Wherever a line of the data contains "Robert", copy that line.
====== Data excerpts
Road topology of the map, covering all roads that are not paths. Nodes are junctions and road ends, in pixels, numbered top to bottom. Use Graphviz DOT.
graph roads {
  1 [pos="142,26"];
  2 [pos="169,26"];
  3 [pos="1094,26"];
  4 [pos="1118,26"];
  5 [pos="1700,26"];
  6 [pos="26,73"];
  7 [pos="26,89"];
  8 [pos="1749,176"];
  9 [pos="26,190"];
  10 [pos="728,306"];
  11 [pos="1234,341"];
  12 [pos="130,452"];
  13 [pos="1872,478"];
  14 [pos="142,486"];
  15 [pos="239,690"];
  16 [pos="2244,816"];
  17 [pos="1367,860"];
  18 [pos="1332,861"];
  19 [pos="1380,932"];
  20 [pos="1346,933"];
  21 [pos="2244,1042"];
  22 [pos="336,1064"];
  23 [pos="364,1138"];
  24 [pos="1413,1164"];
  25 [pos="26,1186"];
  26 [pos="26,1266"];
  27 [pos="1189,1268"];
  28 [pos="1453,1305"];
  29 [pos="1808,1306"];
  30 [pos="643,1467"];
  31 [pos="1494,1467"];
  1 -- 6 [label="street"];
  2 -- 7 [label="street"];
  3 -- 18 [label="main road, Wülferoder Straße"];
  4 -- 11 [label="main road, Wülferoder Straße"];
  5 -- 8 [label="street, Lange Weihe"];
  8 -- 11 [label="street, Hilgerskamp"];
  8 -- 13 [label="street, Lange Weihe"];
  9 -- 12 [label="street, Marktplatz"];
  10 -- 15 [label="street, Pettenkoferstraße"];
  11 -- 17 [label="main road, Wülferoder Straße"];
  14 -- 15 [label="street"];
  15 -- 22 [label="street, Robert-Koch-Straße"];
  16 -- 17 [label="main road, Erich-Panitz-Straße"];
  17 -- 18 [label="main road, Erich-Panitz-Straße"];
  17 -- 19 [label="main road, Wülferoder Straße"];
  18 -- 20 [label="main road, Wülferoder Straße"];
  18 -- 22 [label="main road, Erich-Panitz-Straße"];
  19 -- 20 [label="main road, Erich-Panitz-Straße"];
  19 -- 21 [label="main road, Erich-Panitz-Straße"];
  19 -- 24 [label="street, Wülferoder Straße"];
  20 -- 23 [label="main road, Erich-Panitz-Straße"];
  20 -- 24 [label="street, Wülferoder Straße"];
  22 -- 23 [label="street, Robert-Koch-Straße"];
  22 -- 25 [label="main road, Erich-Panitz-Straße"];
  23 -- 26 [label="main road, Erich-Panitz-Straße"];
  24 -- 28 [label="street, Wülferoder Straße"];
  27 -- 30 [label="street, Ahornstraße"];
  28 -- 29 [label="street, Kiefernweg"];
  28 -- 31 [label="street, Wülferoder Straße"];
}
============
====== Data excerpts
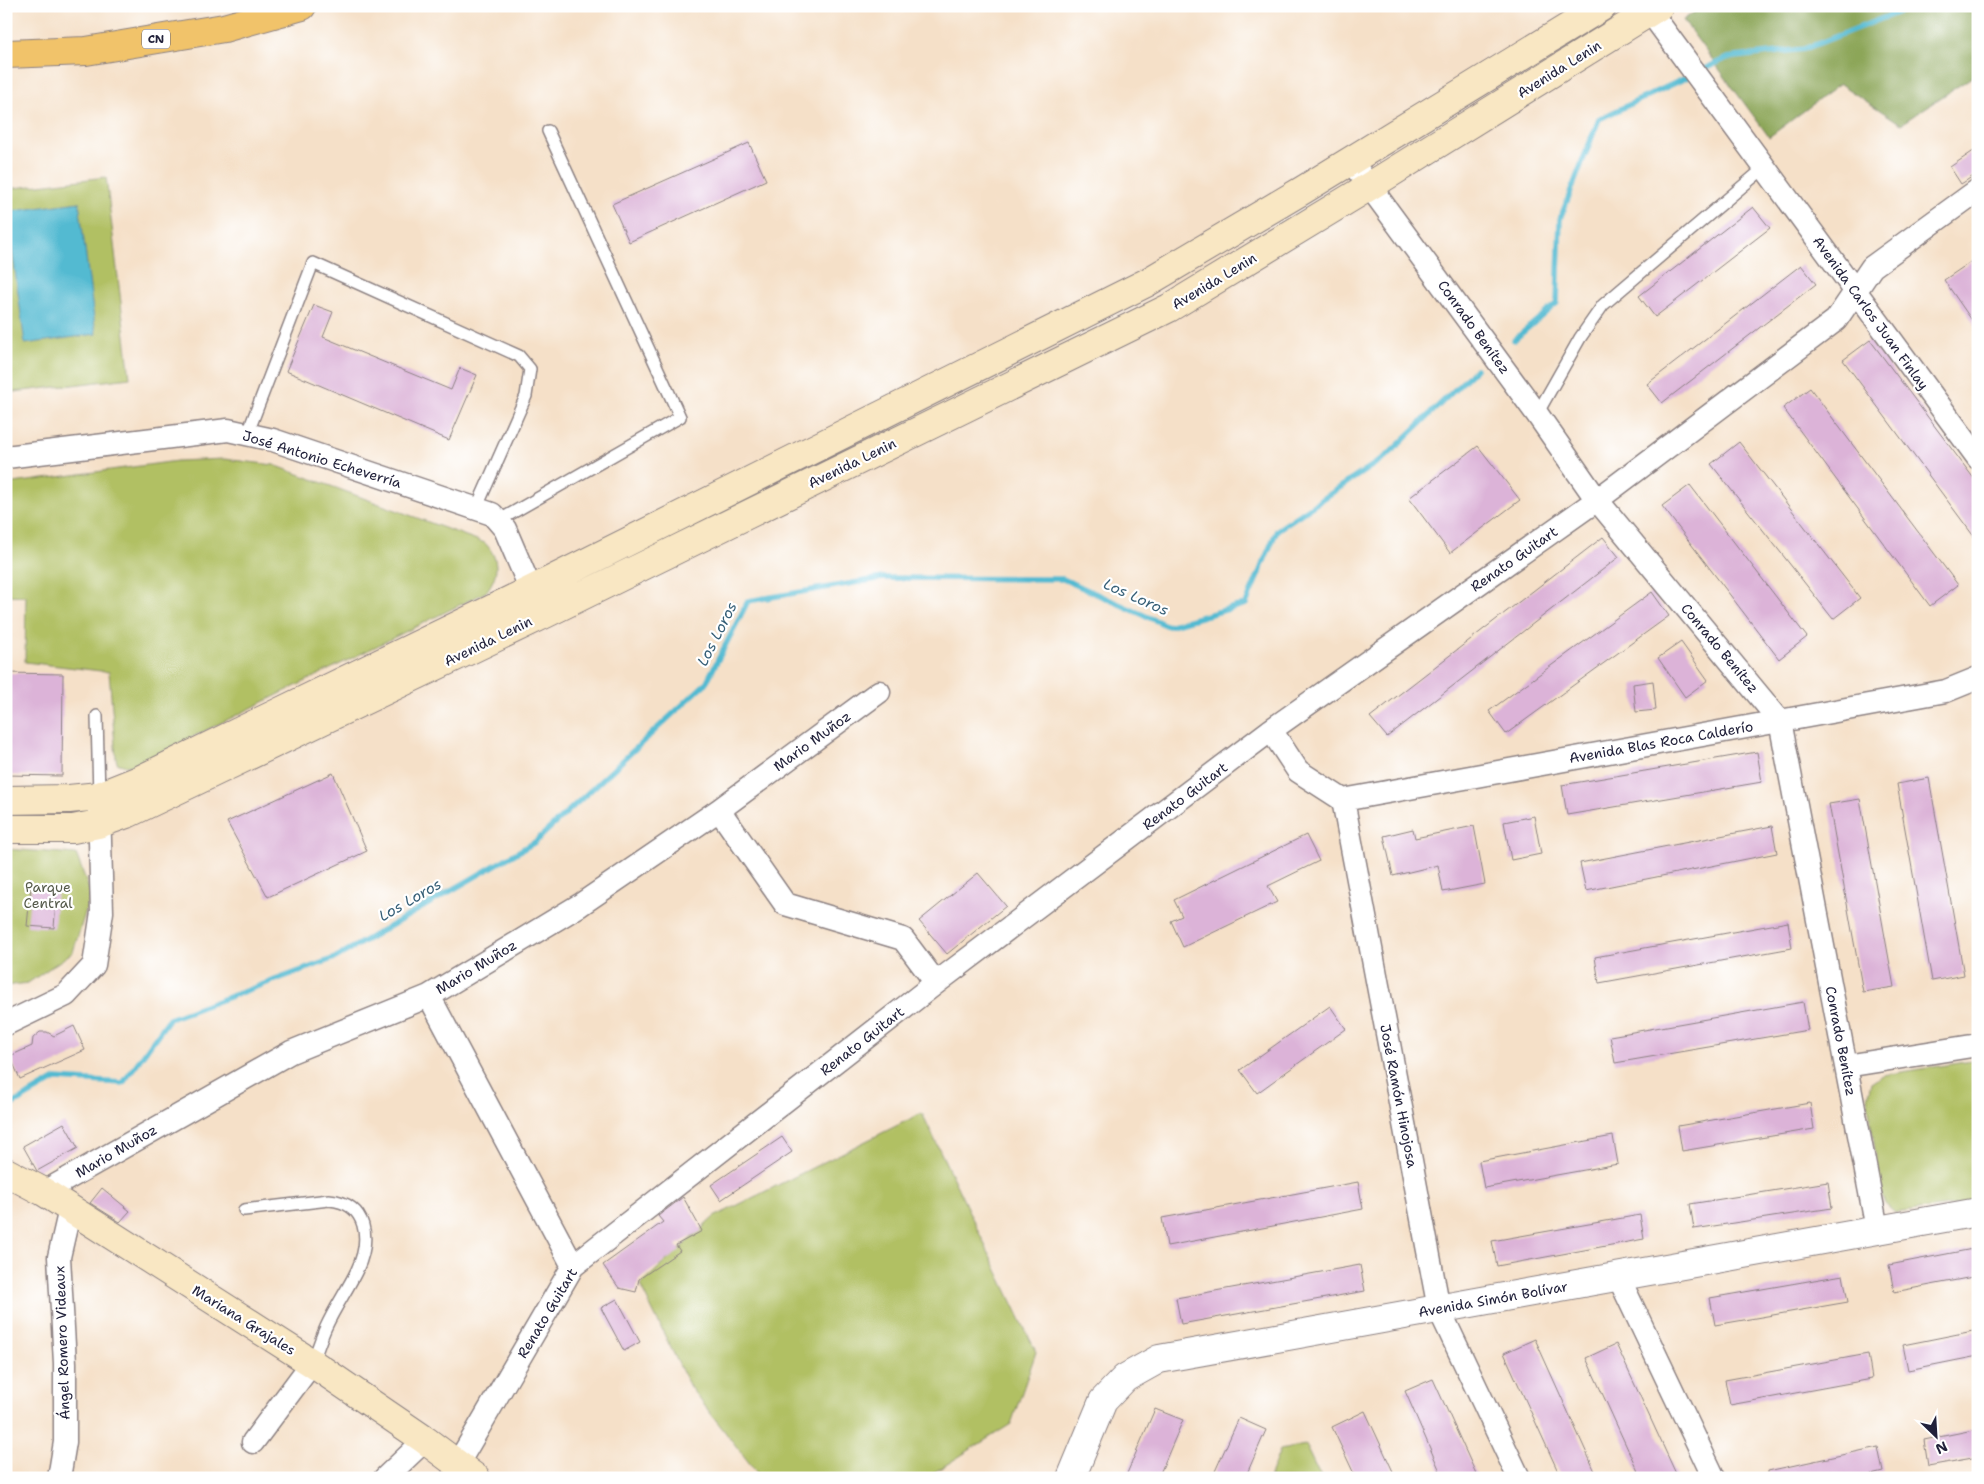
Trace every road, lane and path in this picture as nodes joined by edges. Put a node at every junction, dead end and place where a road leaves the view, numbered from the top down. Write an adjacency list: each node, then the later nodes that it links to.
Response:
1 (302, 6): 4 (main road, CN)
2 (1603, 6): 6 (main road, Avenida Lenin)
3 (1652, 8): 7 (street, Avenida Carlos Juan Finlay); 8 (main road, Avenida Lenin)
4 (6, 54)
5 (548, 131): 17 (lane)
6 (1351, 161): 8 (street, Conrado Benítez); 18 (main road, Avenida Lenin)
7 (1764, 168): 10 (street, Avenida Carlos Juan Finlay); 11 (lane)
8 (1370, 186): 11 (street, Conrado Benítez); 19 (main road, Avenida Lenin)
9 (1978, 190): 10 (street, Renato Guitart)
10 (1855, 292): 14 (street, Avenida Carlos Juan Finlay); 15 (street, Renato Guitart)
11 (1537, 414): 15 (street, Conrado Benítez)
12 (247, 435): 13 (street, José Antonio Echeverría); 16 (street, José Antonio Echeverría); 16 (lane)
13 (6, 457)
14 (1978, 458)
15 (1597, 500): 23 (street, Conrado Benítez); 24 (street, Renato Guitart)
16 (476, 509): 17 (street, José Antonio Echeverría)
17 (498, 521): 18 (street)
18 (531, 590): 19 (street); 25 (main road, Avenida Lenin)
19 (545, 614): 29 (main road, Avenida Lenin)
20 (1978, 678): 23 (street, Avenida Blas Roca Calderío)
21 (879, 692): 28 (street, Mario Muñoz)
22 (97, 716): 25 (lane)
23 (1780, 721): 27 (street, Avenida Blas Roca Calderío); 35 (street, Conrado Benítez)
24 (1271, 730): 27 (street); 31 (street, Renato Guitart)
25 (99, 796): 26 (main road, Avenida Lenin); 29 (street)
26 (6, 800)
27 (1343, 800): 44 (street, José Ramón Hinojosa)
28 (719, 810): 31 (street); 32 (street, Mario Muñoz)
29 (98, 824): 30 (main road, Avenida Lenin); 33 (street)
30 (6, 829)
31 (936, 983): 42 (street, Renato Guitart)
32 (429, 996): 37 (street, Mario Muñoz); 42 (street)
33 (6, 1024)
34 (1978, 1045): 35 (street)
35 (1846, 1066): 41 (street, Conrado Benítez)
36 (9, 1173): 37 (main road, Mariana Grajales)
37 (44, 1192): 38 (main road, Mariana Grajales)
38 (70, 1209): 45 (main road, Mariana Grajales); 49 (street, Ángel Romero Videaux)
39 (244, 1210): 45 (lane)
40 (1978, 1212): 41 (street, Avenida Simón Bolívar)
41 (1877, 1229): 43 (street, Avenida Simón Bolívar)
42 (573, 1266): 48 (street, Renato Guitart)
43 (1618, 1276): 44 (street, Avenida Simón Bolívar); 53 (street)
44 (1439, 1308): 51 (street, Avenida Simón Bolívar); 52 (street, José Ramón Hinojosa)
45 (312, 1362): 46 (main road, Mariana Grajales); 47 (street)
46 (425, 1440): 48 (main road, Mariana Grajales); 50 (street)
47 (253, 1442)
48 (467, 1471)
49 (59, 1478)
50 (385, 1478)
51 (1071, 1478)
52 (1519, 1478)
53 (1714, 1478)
============
▸ **Answer section**
  15 -- 22 [label="street, Robert-Koch-Straße"];
  22 -- 23 [label="street, Robert-Koch-Straße"];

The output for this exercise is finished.